From Resistance to Revolution
Parliament responded in the spring of 1774 by passing the Coercive Acts. The
Boston Port Act closed the harbor of Boston to all commerce until its citizens
paid for the tea. The Administration of Justice Act provided for the transfer of
cases to courts outside Massachusetts when the governor felt that an impartial
trial could not be had within the colony. The Massachusetts Government Act
revised the colony's charter drastically, strengthening the power of the
governor, weakening that of the local town meetings, making the council
appointive rather than elective, and changing the method by which juries were
selected. These were unwise laws-they cost Great Britain an empire. All of them,
and especially the Port Act, were unjust laws as well. Parliament was punishing
the community for the crimes of individuals, abandoning persuasion and
conciliation in favor of coercion and punishment.
The Americans named the Coercive Acts (together with a new Quartering Act and
the Quebec Act, an unrelated measure that attached the area north of the Ohio
River to Canada and gave the region an authoritarian, centralized government)
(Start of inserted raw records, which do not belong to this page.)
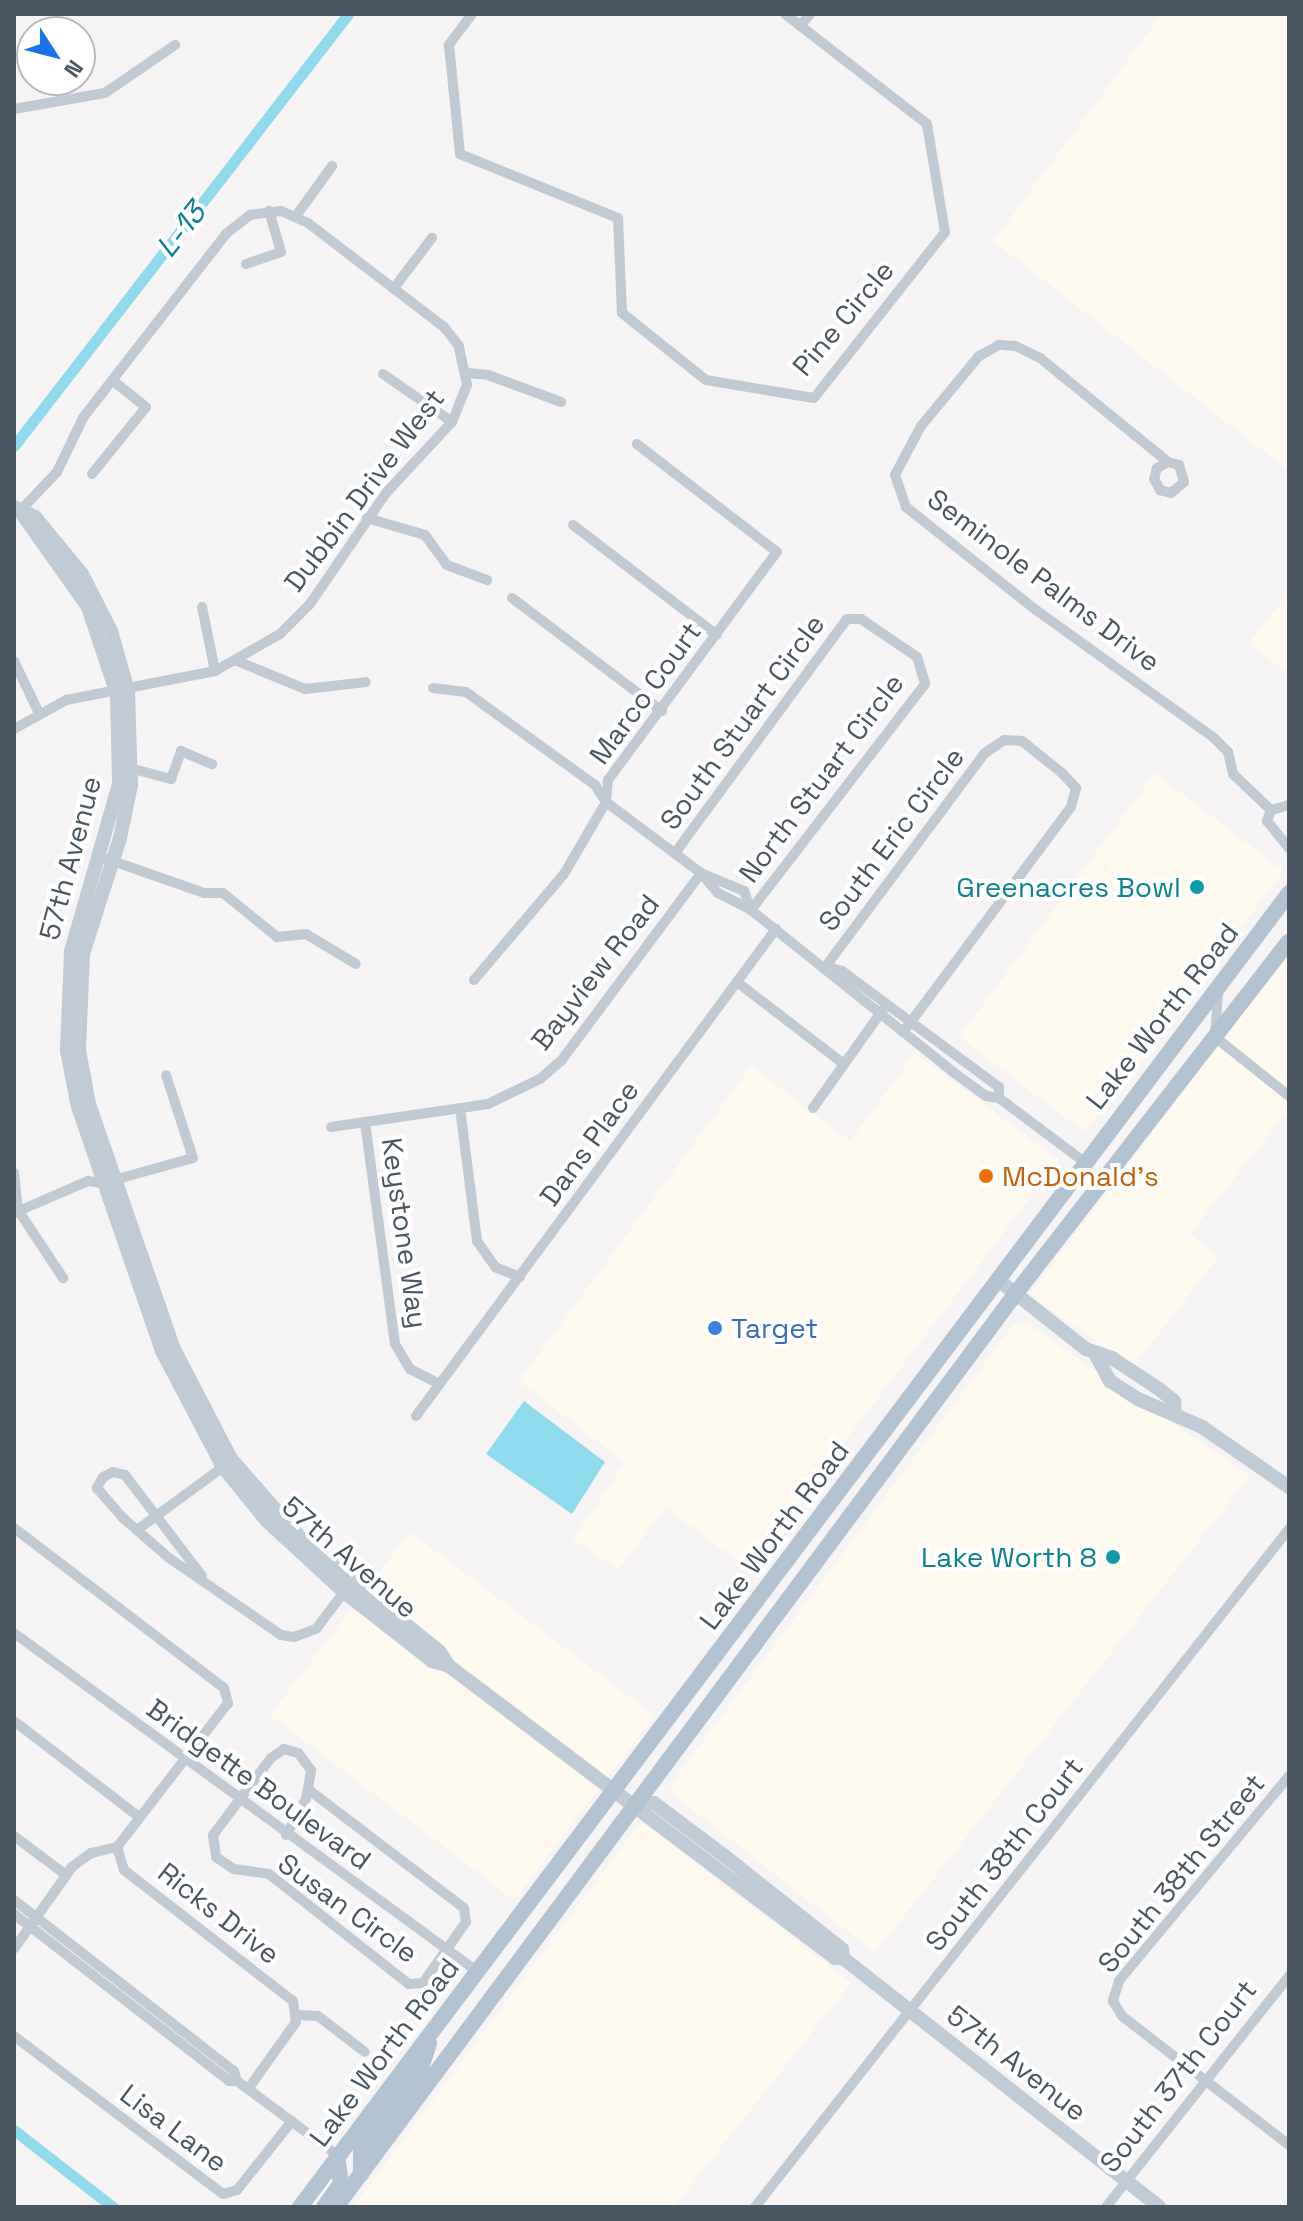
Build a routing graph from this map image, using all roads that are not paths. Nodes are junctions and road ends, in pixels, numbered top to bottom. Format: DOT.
graph roads {
  1 [pos="472,14"];
  2 [pos="785,14"];
  3 [pos="810,14"];
  4 [pos="800,26"];
  5 [pos="175,45"];
  6 [pos="14,109"];
  7 [pos="332,166"];
  8 [pos="269,211"];
  9 [pos="296,216"];
  10 [pos="432,238"];
  11 [pos="246,264"];
  12 [pos="394,288"];
  13 [pos="467,373"];
  14 [pos="383,374"];
  15 [pos="112,380"];
  16 [pos="561,402"];
  17 [pos="452,422"];
  18 [pos="637,444"];
  19 [pos="1168,462"];
  20 [pos="92,474"];
  21 [pos="17,509"];
  22 [pos="367,518"];
  23 [pos="573,525"];
  24 [pos="487,580"];
  25 [pos="512,598"];
  26 [pos="202,607"];
  27 [pos="847,619"];
  28 [pos="717,635"];
  29 [pos="14,661"];
  30 [pos="237,661"];
  31 [pos="215,671"];
  32 [pos="366,682"];
  33 [pos="433,688"];
  34 [pos="123,693"];
  35 [pos="38,711"];
  36 [pos="662,711"];
  37 [pos="14,729"];
  38 [pos="212,764"];
  39 [pos="126,767"];
  40 [pos="606,802"];
  41 [pos="1289,805"];
  42 [pos="1271,810"];
  43 [pos="1289,848"];
  44 [pos="675,853"];
  45 [pos="106,859"];
  46 [pos="701,873"];
  47 [pos="1289,893"];
  48 [pos="751,910"];
  49 [pos="776,929"];
  50 [pos="1289,941"];
  51 [pos="356,964"];
  52 [pos="826,966"];
  53 [pos="1225,976"];
  54 [pos="474,980"];
  55 [pos="737,982"];
  56 [pos="884,1009"];
  57 [pos="909,1021"];
  58 [pos="903,1032"];
  59 [pos="1215,1037"];
  60 [pos="844,1064"];
  61 [pos="166,1075"];
  62 [pos="1289,1096"];
  63 [pos="999,1098"];
  64 [pos="460,1108"];
  65 [pos="813,1108"];
  66 [pos="365,1122"];
  67 [pos="331,1127"];
  68 [pos="1083,1161"];
  69 [pos="14,1173"];
  70 [pos="109,1181"];
  71 [pos="16,1212"];
  72 [pos="520,1277"];
  73 [pos="63,1278"];
  74 [pos="997,1279"];
  75 [pos="1016,1293"];
  76 [pos="1096,1355"];
  77 [pos="439,1384"];
  78 [pos="1175,1415"];
  79 [pos="416,1416"];
  80 [pos="893,1419"];
  81 [pos="223,1467"];
  82 [pos="1289,1487"];
  83 [pos="157,1515"];
  84 [pos="14,1528"];
  85 [pos="1289,1529"];
  86 [pos="137,1530"];
  87 [pos="808,1532"];
  88 [pos="826,1548"];
  89 [pos="202,1576"];
  90 [pos="344,1592"];
  91 [pos="14,1633"];
  92 [pos="754,1645"];
  93 [pos="449,1666"];
  94 [pos="14,1721"];
  95 [pos="185,1760"];
  96 [pos="1289,1776"];
  97 [pos="308,1789"];
  98 [pos="614,1790"];
  99 [pos="239,1800"];
  100 [pos="635,1803"];
  101 [pos="139,1817"];
  102 [pos="286,1835"];
  103 [pos="14,1836"];
  104 [pos="117,1847"];
  105 [pos="66,1875"];
  106 [pos="14,1900"];
  107 [pos="14,1914"];
  108 [pos="35,1923"];
  109 [pos="14,1949"];
  110 [pos="448,1950"];
  111 [pos="478,1972"];
  112 [pos="1289,1976"];
  113 [pos="910,2012"];
  114 [pos="297,2015"];
  115 [pos="434,2030"];
  116 [pos="14,2036"];
  117 [pos="365,2052"];
  118 [pos="1205,2081"];
  119 [pos="248,2089"];
  120 [pos="292,2121"];
  121 [pos="1289,2145"];
  122 [pos="337,2155"];
  123 [pos="361,2174"];
  124 [pos="1127,2181"];
  125 [pos="300,2207"];
  126 [pos="324,2207"];
  127 [pos="336,2207"];
  128 [pos="755,2207"];
  129 [pos="1106,2207"];
  130 [pos="1159,2207"];
  1 -- 4 [label="street, Pine Circle"];
  2 -- 4 [label="street, Pine Circle"];
  3 -- 4 [label="street"];
  5 -- 6 [label="street"];
  7 -- 9 [label="street"];
  8 -- 9 [label="street, Dubbin Drive West"];
  8 -- 11 [label="street"];
  8 -- 15 [label="street"];
  9 -- 12 [label="street, Dubbin Drive West"];
  10 -- 12 [label="street"];
  12 -- 13 [label="street, Dubbin Drive West"];
  13 -- 16 [label="street"];
  13 -- 17 [label="street, Dubbin Drive West"];
  14 -- 17 [label="street"];
  15 -- 20 [label="street"];
  15 -- 21 [label="street"];
  17 -- 22 [label="street, Dubbin Drive West"];
  18 -- 28 [label="street, Marco Court"];
  19 -- 42 [label="street, Seminole Palms Drive"];
  21 -- 34 [label="street, 57th Avenue"];
  22 -- 24 [label="street"];
  22 -- 30 [label="street, Dubbin Drive West"];
  23 -- 28 [label="street"];
  25 -- 36 [label="street"];
  26 -- 31 [label="street"];
  27 -- 44 [label="street, South Stuart Circle"];
  27 -- 48 [label="street, North Stuart Circle"];
  28 -- 36 [label="street, Marco Court"];
  29 -- 35 [label="street"];
  30 -- 31 [label="street, Dubbin Drive West"];
  30 -- 32 [label="street"];
  31 -- 34 [label="street, Dubbin Drive West"];
  33 -- 40 [label="street"];
  34 -- 35 [label="street, Dubbin Drive West"];
  34 -- 39 [label="street, 57th Avenue"];
  35 -- 37 [label="street, Dubbin Drive West"];
  36 -- 40 [label="street, Marco Court"];
  38 -- 39 [label="street"];
  39 -- 45 [label="street, 57th Avenue"];
  40 -- 44 [label="street"];
  40 -- 54 [label="street, Marco Court"];
  41 -- 42 [label="street"];
  42 -- 43 [label="street, Seminole Palms Drive"];
  44 -- 46 [label="street"];
  45 -- 51 [label="street"];
  45 -- 70 [label="street, 57th Avenue"];
  46 -- 48 [label="street"];
  46 -- 64 [label="street, Bayview Road"];
  47 -- 53 [label="main road, Lake Worth Road"];
  48 -- 49 [label="street"];
  49 -- 52 [label="street"];
  49 -- 55 [label="street, Dans Place"];
  50 -- 59 [label="main road, Lake Worth Road"];
  52 -- 56 [label="street"];
  52 -- 57 [label="street, South Eric Circle"];
  53 -- 59 [label="street"];
  53 -- 68 [label="main road, Lake Worth Road"];
  55 -- 60 [label="street"];
  55 -- 72 [label="street, Dans Place"];
  56 -- 57 [label="street"];
  56 -- 58 [label="street"];
  56 -- 60 [label="street"];
  57 -- 58 [label="street"];
  57 -- 63 [label="street"];
  58 -- 63 [label="street"];
  59 -- 62 [label="street"];
  59 -- 75 [label="main road, Lake Worth Road"];
  60 -- 65 [label="street"];
  61 -- 70 [label="street"];
  63 -- 68 [label="street"];
  64 -- 66 [label="street, Bayview Road"];
  64 -- 72 [label="street"];
  66 -- 67 [label="street, Bayview Road"];
  66 -- 77 [label="street, Keystone Way"];
  68 -- 74 [label="main road, Lake Worth Road"];
  69 -- 71 [label="street"];
  70 -- 71 [label="street"];
  70 -- 81 [label="street, 57th Avenue"];
  70 -- 93 [label="street, 57th Avenue"];
  71 -- 73 [label="street"];
  72 -- 77 [label="street, Dans Place"];
  74 -- 75 [label="street"];
  74 -- 80 [label="main road, Lake Worth Road"];
  75 -- 76 [label="street"];
  75 -- 88 [label="main road, Lake Worth Road"];
  76 -- 78 [label="street"];
  76 -- 78 [label="street"];
  77 -- 79 [label="street"];
  78 -- 82 [label="street"];
  80 -- 87 [label="main road, Lake Worth Road"];
  80 -- 88 [label="main road"];
  81 -- 83 [label="street"];
  81 -- 90 [label="street, 57th Avenue"];
  83 -- 86 [label="street"];
  83 -- 86 [label="street"];
  83 -- 89 [label="street"];
  84 -- 95 [label="street"];
  85 -- 113 [label="street, South 38th Court"];
  86 -- 89 [label="street"];
  87 -- 92 [label="main road"];
  87 -- 98 [label="main road, Lake Worth Road"];
  88 -- 92 [label="main road, Lake Worth Road"];
  89 -- 90 [label="street"];
  90 -- 93 [label="street, 57th Avenue"];
  91 -- 95 [label="street, Bridgette Boulevard"];
  92 -- 100 [label="main road, Lake Worth Road"];
  93 -- 98 [label="street, 57th Avenue"];
  94 -- 101 [label="street"];
  95 -- 99 [label="street, Bridgette Boulevard"];
  95 -- 101 [label="street"];
  96 -- 118 [label="street, South 38th Street"];
  97 -- 99 [label="street"];
  97 -- 102 [label="street, Susan Circle"];
  97 -- 110 [label="street, Susan Circle"];
  98 -- 100 [label="street, 57th Avenue"];
  98 -- 111 [label="main road, Lake Worth Road"];
  99 -- 102 [label="street, Bridgette Boulevard"];
  99 -- 110 [label="street, Susan Circle"];
  100 -- 113 [label="street, 57th Avenue"];
  100 -- 123 [label="main road, Lake Worth Road"];
  101 -- 104 [label="street"];
  102 -- 110 [label="street, Bridgette Boulevard"];
  103 -- 105 [label="street"];
  104 -- 105 [label="street"];
  104 -- 114 [label="street, Ricks Drive"];
  105 -- 108 [label="street"];
  106 -- 108 [label="street"];
  107 -- 108 [label="street"];
  108 -- 109 [label="street"];
  108 -- 119 [label="street"];
  110 -- 111 [label="street, Bridgette Boulevard"];
  111 -- 115 [label="main road, Lake Worth Road"];
  112 -- 118 [label="street, South 37th Court"];
  113 -- 124 [label="street, 57th Avenue"];
  113 -- 128 [label="street, South 38th Court"];
  114 -- 117 [label="street"];
  114 -- 119 [label="street"];
  115 -- 122 [label="main road, Lake Worth Road"];
  115 -- 123 [label="main road"];
  116 -- 120 [label="street, Lisa Lane"];
  118 -- 121 [label="street"];
  118 -- 124 [label="street, South 37th Court"];
  119 -- 120 [label="street"];
  120 -- 122 [label="street"];
  122 -- 125 [label="main road, Lake Worth Road"];
  122 -- 126 [label="main road"];
  123 -- 127 [label="main road, Lake Worth Road"];
  124 -- 129 [label="street, South 37th Court"];
  124 -- 130 [label="street, 57th Avenue"];
}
the "Intolerable" Acts. That the British answer to the crisis was
coercion the Americans found unendurable. The American Revolution had begun.
In the course of a decade the people of the colonies, loyal subjects of Great
Britain, had been forced by new British policies to take power into their own
hands and to unite in order to exercise that power effectively. Ordinary working
people, not just merchants, lawyers, and other well-to-do people, played
increasingly more prominent roles in public life as crisis after crisis roused
their indignation. This did not yet mean that most Americans wanted to be free
from British rule. Parliament, however-and in the last analysis George III and
most Britons-insisted that their authority over the colonies was unlimited.
Behind their stubbornness lay the arrogant psychology of the European:
"Colonists are inferior.... We own you."
Lord North directed the Coercive Acts only at Massachusetts, but the colonies
began at once to act in concert. In June 1774 Massachusetts called for a meeting
of delegates from all the colonies to consider common action. This First
Continental Congress met at Philadelphia in September; only Georgia failed to
send delegates. Many points of view were represented, but even the so-called
conservative proposal introduced by Joseph Galloway of Pennsylvania called for a
thorough overhaul of the empire. Galloway suggested an American government,
consisting of a president general appointed by the king and a grand council
chosen by the colonial assemblies that would manage intercolonial affairs and
possess a veto over parliamentary acts affecting the colonies.
This was not what the majority wanted. If taxation without representation was
tyranny, so was all legislation. Therefore Parliament had no right to legislate
in any way for the colonies. John Adams, although prepared to allow Parliament
to regulate colonial trade, now believed that Parliament had no inherent right
to control it.
Propelled by the reasoning of Adams and others, the Congress passed a
declaration of grievances and resolves that amounted to a complete condemnation
of Britain's actions since 1763. A Massachusetts proposal that the people take
up arms to defend their rights was endorsed. The delegates also organized a
"Continental Association" to boycott British goods and to stop all
exports to the empire. To enforce this boycott, committees were appointed
locally "to observe the conduct of all persons touching this
association" and to expose violators to public scorn.
If the Continental Congress reflected the views of the majority-there is no
reason to suspect that it did not-it is clear that the Americans had decided
that drastic changes must be made. It was not merely a question of mutual
defense against the threat of British power, not only, in Franklin's aphorism, a
matter of hanging together lest they hang separately. A nation was being born.
Looking back many years later, one of the delegates to the First Continental
Congress made just these points. He was John Adams of Massachusetts, and he
said: "The revolution was complete, in the minds of the people, and the
Union of the colonies, before the war commenced."